The Federation of State Medical Boards recommended in 2002 that state medical boards develop and use an expedited licensure-by-endorsement process to facilitate multistate practice. 12 The border-free nature of telemedicine provides us with another powerful reason to call for a more uniform licensure process throughout the United States.
The sensible legal solution to the licensure impediment is to respect the rights of practicing physicians to engage in professional activities wherever they are. Since a patient may travel to any state or country to be treated at his or her sole discretion, seeking telemedicine services should be characterized as electronically “traveling” to the state where the physician is located and is licensed. 13 Indeed, the Joint Committee and, recently, the Centers for Medicare & Medicaid Services ruled that practitioners who render care using live/interactive systems are subject to credentialing and privileging at the consultant site when they are providing direct care to the patient.
Another possibility is to require a physician to be on site at the patient's location and regard the telemedicine service as a “consultation.” Unfortunately, attempting to circumvent current licensure hurdles by regarding all telemedicine interactions as “recommendations” or “consultations” has several disadvantages: (1) It is dishonest about the true nature of telemedicine and will probably not stand legal scrutiny in most states’ courts. (2) It requires a local referring physician who keeps full authority and legal responsibility over the patient. (3) It restricts patients’ autonomy insofar as their interacting with physicians at their convenience and choice. (4) It hinders a productive, cost-effective business model and inhibits the uptake of telemedicine.
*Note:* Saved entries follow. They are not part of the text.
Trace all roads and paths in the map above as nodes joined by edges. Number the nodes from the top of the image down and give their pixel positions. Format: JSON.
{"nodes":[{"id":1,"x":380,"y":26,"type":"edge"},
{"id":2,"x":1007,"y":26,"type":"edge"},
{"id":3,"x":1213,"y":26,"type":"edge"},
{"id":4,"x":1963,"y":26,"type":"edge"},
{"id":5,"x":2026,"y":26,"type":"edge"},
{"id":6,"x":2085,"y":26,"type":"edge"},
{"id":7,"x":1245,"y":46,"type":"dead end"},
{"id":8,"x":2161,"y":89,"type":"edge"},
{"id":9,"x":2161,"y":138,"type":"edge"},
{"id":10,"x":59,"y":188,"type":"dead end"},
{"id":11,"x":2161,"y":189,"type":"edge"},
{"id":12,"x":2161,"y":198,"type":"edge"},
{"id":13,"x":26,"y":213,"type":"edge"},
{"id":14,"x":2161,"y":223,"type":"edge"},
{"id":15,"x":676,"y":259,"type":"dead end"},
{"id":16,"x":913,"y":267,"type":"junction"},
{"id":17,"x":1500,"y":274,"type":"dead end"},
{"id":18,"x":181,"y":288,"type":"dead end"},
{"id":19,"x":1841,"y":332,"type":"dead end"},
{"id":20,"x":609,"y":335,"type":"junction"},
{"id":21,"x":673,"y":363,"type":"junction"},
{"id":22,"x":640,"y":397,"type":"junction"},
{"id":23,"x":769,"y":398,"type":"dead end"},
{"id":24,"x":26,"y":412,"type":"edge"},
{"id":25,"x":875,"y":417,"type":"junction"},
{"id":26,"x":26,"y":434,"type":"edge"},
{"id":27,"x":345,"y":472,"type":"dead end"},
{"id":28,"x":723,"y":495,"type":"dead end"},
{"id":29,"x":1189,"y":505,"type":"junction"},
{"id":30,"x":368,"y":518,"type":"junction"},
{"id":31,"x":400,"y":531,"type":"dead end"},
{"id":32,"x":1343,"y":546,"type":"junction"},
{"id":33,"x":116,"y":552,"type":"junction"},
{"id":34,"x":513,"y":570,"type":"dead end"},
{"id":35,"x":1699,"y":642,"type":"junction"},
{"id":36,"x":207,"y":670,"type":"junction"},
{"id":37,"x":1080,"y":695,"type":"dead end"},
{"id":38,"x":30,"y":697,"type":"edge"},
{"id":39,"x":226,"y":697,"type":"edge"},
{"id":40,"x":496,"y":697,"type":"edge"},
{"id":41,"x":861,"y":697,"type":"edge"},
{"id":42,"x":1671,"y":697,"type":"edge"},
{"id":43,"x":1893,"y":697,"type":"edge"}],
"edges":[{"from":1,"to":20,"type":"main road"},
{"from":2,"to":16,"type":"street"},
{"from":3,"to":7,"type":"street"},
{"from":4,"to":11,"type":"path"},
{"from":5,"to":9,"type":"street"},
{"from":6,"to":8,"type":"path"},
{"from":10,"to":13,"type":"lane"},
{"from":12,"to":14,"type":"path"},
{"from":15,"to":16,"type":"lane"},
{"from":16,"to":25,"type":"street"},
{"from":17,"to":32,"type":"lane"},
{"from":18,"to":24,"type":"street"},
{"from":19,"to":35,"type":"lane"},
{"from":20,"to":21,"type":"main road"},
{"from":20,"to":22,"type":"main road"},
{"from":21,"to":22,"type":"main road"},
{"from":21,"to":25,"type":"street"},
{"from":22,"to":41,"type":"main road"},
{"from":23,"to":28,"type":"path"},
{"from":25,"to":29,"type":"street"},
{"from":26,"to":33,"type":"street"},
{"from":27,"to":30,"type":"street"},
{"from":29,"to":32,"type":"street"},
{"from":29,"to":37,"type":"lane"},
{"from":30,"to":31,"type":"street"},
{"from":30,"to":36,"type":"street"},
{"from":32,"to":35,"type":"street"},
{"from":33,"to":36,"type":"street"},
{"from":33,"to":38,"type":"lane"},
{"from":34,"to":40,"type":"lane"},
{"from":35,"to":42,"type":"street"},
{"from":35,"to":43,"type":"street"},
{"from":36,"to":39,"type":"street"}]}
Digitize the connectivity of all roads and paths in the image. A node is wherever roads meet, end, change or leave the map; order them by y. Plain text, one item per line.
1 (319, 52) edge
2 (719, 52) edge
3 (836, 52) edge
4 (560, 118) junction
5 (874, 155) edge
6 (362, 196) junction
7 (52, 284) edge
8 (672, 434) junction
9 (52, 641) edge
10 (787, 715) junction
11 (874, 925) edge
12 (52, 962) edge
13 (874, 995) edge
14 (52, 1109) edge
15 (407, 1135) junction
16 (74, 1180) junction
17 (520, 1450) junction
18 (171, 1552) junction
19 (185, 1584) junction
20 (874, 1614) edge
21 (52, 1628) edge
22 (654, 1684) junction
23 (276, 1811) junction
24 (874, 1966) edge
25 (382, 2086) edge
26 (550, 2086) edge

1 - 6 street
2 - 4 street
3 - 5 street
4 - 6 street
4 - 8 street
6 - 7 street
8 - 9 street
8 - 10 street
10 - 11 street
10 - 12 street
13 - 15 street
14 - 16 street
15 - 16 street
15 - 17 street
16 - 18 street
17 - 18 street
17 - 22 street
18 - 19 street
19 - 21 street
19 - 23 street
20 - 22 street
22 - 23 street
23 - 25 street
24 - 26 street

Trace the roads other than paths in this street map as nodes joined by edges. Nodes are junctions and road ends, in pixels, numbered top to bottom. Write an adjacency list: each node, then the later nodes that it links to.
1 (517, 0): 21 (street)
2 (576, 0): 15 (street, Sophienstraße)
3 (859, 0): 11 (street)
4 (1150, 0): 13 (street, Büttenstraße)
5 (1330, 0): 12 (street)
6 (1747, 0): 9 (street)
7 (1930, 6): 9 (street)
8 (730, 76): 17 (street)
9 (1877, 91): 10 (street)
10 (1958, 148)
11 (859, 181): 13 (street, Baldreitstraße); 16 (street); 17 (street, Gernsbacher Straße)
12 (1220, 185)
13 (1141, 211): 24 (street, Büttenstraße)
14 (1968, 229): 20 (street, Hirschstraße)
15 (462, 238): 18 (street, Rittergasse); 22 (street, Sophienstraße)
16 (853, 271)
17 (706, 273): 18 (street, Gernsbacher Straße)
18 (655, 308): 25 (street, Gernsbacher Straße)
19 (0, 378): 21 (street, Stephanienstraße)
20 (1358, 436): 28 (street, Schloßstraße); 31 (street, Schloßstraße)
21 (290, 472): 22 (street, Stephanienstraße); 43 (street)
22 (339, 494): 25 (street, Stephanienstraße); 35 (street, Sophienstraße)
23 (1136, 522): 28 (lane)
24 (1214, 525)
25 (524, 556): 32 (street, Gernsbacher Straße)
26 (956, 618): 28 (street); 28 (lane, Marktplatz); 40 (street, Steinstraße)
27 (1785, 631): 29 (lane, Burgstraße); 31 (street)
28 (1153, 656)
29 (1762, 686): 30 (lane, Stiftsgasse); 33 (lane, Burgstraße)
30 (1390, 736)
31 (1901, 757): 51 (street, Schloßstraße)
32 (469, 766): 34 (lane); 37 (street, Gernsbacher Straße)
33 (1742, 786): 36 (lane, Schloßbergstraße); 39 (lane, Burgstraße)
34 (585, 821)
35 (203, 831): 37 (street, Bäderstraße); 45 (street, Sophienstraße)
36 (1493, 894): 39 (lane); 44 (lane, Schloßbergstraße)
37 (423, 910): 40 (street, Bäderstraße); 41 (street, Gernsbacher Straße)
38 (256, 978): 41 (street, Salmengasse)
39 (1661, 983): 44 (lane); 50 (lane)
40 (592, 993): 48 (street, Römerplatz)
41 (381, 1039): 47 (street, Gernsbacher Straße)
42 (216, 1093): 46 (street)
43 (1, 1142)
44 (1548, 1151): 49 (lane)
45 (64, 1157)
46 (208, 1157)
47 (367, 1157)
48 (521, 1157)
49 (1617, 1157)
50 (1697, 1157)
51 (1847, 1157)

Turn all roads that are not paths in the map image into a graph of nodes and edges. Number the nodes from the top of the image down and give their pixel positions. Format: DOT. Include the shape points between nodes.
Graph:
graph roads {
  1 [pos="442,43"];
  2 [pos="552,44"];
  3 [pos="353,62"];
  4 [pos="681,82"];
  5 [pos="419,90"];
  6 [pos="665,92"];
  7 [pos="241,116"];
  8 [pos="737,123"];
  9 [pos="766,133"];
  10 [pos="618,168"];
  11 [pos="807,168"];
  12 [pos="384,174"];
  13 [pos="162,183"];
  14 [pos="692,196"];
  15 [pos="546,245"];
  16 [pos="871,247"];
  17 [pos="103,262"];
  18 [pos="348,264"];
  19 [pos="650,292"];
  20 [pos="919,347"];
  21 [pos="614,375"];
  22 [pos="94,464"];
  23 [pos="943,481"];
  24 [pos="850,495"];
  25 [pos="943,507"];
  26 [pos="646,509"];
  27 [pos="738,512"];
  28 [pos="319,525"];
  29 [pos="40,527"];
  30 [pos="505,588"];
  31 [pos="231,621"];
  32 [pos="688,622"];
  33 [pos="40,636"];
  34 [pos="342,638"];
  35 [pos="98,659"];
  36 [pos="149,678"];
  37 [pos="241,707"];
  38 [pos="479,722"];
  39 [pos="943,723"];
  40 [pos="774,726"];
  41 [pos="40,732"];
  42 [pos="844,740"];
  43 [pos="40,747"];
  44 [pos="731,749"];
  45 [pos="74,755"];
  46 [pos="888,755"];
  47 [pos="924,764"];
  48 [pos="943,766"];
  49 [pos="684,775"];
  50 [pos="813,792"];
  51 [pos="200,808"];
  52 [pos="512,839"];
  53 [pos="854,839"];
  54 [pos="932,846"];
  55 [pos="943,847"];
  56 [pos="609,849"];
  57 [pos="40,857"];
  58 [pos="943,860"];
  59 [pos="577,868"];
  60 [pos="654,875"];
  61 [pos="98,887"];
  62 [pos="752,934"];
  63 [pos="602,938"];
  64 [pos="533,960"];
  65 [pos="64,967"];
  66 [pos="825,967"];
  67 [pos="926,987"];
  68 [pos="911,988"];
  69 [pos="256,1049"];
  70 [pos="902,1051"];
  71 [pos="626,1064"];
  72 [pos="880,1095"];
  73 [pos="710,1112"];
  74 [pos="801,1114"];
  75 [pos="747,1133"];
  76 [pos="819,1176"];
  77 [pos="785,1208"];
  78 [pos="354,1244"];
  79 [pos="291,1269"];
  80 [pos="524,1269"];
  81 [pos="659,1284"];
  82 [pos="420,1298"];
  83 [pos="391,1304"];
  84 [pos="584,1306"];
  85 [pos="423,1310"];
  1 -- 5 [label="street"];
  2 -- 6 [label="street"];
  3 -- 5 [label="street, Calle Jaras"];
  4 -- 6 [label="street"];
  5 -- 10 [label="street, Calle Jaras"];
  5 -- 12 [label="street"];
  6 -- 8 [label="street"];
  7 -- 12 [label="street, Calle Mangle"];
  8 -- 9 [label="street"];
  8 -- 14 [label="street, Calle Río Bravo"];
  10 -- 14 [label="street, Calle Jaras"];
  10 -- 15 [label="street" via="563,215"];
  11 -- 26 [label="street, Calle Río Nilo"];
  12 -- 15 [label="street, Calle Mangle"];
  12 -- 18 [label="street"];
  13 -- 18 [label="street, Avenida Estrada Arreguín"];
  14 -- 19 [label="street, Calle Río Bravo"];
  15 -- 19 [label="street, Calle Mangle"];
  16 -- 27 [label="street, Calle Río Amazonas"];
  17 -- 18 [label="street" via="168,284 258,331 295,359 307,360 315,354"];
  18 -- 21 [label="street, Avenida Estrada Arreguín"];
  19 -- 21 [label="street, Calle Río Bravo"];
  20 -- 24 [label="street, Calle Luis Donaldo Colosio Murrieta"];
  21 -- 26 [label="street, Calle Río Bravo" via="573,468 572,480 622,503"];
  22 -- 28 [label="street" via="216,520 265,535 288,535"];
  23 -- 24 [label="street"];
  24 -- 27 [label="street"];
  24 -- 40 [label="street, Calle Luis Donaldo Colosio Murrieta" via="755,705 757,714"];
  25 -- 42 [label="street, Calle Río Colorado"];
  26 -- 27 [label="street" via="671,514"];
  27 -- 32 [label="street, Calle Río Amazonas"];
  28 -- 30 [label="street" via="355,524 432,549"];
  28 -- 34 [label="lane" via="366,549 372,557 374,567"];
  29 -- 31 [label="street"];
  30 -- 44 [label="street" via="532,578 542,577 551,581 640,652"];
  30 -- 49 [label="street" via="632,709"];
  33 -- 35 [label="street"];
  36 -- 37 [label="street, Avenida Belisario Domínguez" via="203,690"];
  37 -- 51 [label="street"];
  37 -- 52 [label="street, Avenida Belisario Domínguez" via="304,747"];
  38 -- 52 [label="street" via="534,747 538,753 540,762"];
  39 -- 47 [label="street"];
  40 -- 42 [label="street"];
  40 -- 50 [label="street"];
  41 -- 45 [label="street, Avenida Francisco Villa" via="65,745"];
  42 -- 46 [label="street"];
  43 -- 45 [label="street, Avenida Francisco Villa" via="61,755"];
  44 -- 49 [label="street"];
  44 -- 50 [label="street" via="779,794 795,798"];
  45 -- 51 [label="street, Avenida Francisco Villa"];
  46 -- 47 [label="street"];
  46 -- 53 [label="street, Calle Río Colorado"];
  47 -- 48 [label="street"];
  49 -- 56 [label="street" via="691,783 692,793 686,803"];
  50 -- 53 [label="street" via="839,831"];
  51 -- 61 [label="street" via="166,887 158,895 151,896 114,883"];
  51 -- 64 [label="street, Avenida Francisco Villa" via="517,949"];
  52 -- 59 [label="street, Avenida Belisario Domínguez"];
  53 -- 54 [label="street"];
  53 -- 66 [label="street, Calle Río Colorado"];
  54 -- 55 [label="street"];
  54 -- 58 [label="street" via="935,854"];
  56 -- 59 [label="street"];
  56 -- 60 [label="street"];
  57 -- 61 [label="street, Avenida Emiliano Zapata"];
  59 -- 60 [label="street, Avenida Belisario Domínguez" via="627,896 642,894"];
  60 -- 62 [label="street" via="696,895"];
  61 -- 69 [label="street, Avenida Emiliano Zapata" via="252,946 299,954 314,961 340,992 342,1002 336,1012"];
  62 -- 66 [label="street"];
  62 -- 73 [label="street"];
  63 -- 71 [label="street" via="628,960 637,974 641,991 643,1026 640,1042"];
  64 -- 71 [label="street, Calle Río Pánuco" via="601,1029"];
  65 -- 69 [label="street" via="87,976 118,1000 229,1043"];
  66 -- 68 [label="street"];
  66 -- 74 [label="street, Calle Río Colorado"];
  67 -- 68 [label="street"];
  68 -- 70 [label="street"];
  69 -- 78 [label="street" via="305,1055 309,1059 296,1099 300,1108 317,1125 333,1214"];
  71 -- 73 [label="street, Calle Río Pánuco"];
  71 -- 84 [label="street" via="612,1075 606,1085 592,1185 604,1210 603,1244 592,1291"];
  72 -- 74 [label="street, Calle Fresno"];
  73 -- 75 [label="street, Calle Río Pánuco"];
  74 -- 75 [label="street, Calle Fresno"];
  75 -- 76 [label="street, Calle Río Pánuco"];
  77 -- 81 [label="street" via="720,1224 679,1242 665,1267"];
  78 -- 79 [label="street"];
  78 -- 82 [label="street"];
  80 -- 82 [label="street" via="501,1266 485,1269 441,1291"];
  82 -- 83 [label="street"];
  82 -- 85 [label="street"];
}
The issue of liability in telemedicine must also be considered. Rendering care exposes the provider to multiple legal liabilities, such as malpractice, informed consent, confidentiality, and data protection. In the United States, such exposure could negatively determine the fate of this emerging industry.
This having been said, the reflexive malpractice fear should not be exaggerated, and reasonable solutions are available. First, practicing telemedicine requires appropriate coverage, and several insurance plans are now available for telemedicine. Second, professional associations should actively canvas the standard of care for telemedicine in their respective specialties and issue comprehensive standards and guidelines, which in turn could provide significant protection for both the patient (by improved safety) and the provider (in legal contention). Third, a robust training program should be instituted to reduce telemedicine-related risks and to ensure quality. Fourth, informed consent should be addressed using IT tools. Similarly, data protection and confidentiality should be guaranteed according to norms in other sensitive industries (e.g., banking).
In summary, I obviously support the progress of telemedicine. Cyberspace has become an important territory for patients, practitioners, medical institutions, and policymakers. Thus abstention is no longer a valid option.
Legal progress must follow the accelerated use of IT in medicine, primarily by the removal of the licensure impediment. Armed with realistic legal insights, both physicians and entrepreneurs should continue to move forward in producing telemedicine-related guidelines and demonstration projects to validate benefits and contain risks and eventually reach enhanced, accessible, and more efficient medical care.